Sometimes it's better to say "no" if you don't feel up to
the work or there isn't enough money in the job to compensate
for the development of specialized jigs to do it right.

The acute corners will be fragile. I hope you are not 
planning to do this in ply or in anything less hard than 
solid oak. I also would think more in terms of 1" material
thickness than 3/4".

Throwing aside the acute miters, this piece could be 
dovetailed by hand in a relatively straightforward matter.
Whether the client will pay for it is another matter.


----------



## Grandpa (Jan 28, 2011)

The first thing I thought while the photo was loading was a comment my friend made. He felt bad when he didn't get every bid he made then he finally realized he was better off wiothout some of those jobs and this might be one. Then I saw that Loren made basically the same comment. I would have to charge a premium for this case.


----------



## Mikaan (Oct 23, 2012)

I totally agree with both things said. However just to clarify, and I'm not sure if this makes a difference, but I don't want to miter them. Only 1 piece will be cut to form each angle, the other will be left square and be edge banded on the outside. I know this will look funky but I'm goin for a mid century look and funky stuff like that showed up from time to time.

As far as clamping and assembly, I think i will do the shelves as adjustable and use shelf pins or dado them in. The back will be 1/4" and ill reinforce the back with 3/4" nailers pocket screwed to the sides. so I'm not too worried about structural support. I'm going to fork over $20 for a sheet of construction grade ply and just make a scaled down version to try it out.

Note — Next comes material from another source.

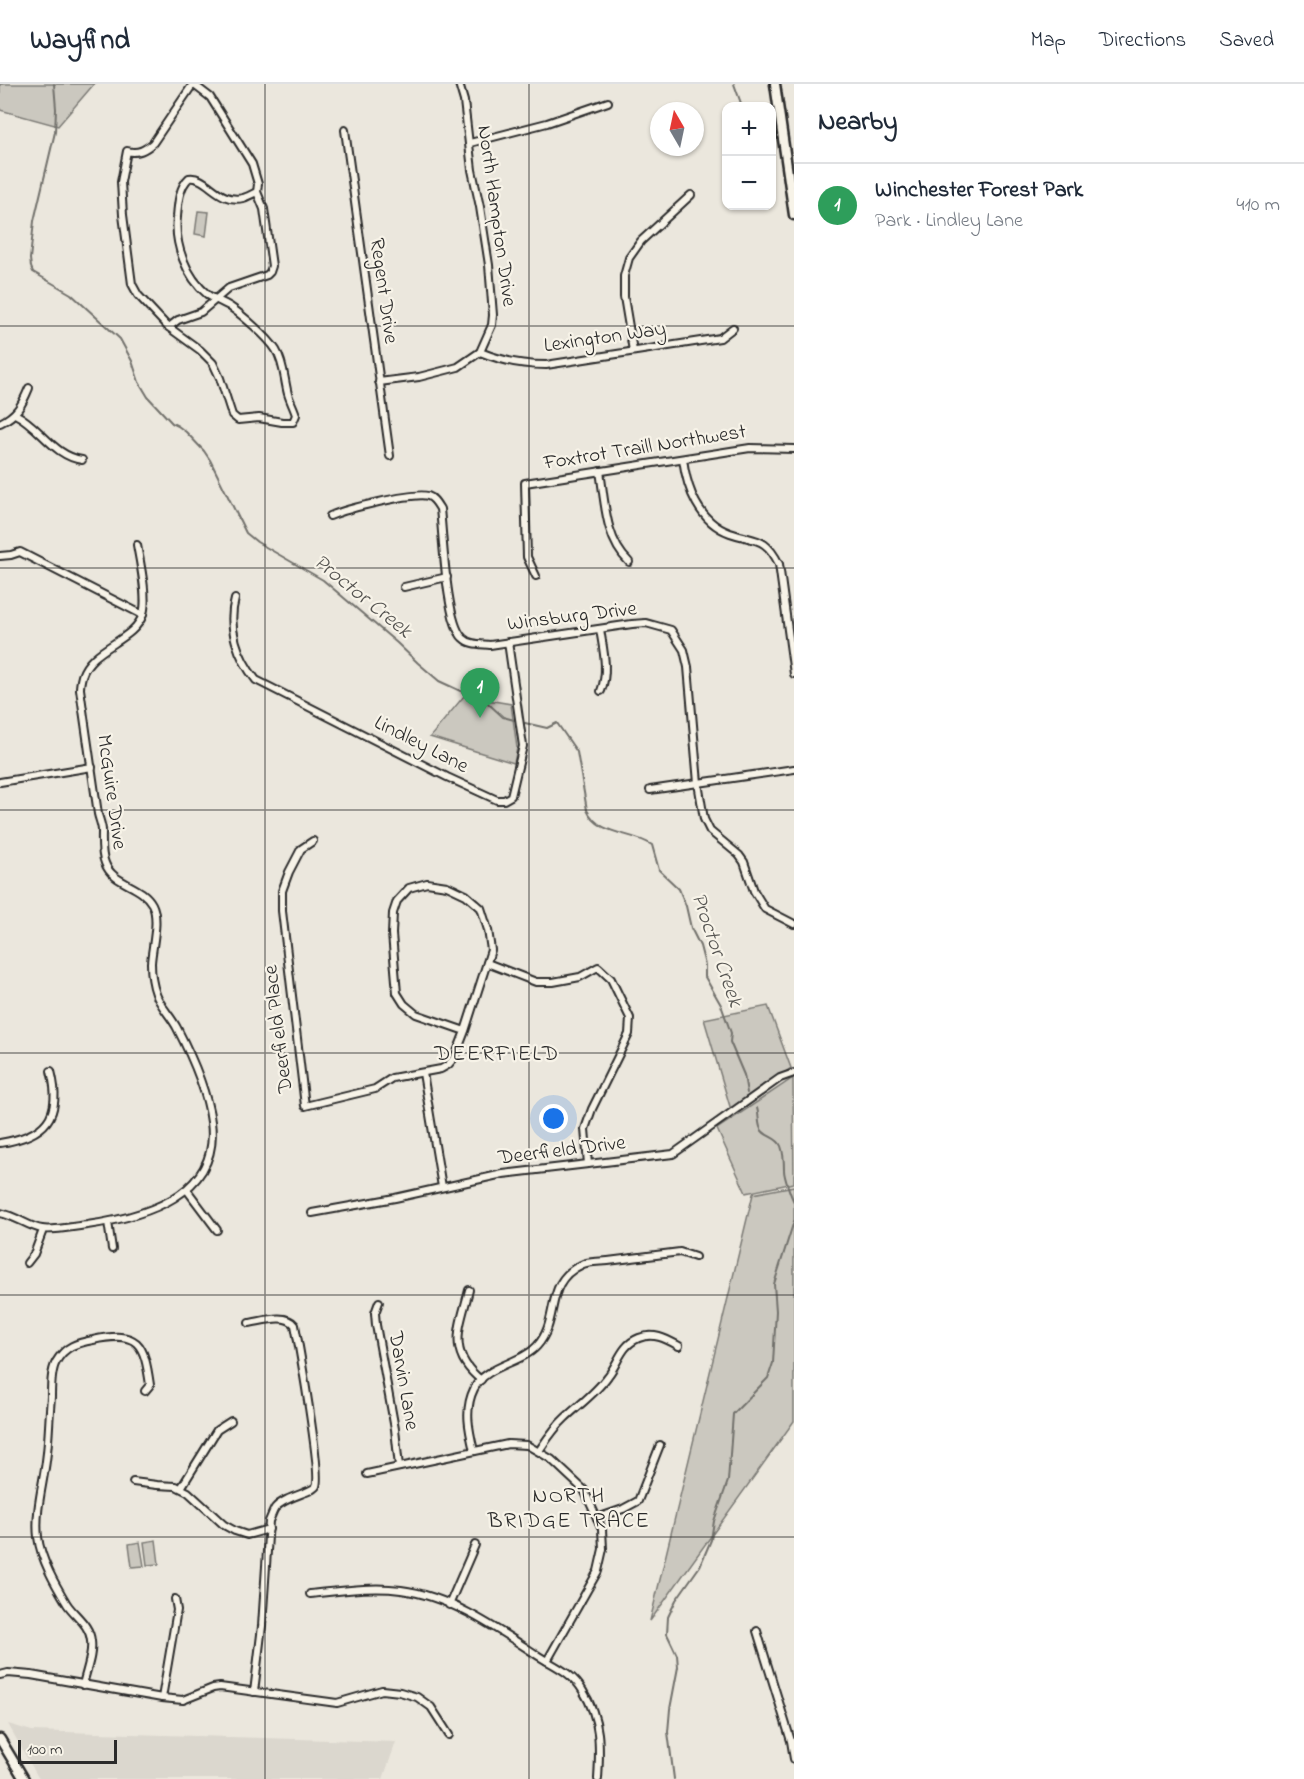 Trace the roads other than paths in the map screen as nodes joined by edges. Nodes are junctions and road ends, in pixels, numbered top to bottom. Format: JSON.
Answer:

Thanks for the help everyone, I can never accept no as an answer though (ill probably he back in a week encrusted in glue and walnut saw dust yelling at you guys for not talking me out of it)


----------



## waho6o9 (May 6, 2011)

Great reason to purchase a Domino.
Easy peasy.


----------



## cabmaker (Sep 16, 2010)

Looks pretty straight forward from here. Dowel jig would probably be quickist, but spline is easy enough too. I think I would dowel but were I splining I would clamp a 3/4 inch thick falloff to one side of the bevel joint and run it with a router and 1/8 inch straight cut bit. 
The falloff peice I mention would of coarse need a matching bevel so it would provide support for the router. Hope this makes some sense to you. Again, doweling jig is pretty fast and idiot proof. Plate joiner would certainly work but I dont think you would gain the structural integrity the dowel would give you in your situation. JB


----------



## roman (Sep 28, 2007)

I feel like everyday I work in a world of "Make Believe" and this web site is sometimes refreshing to read.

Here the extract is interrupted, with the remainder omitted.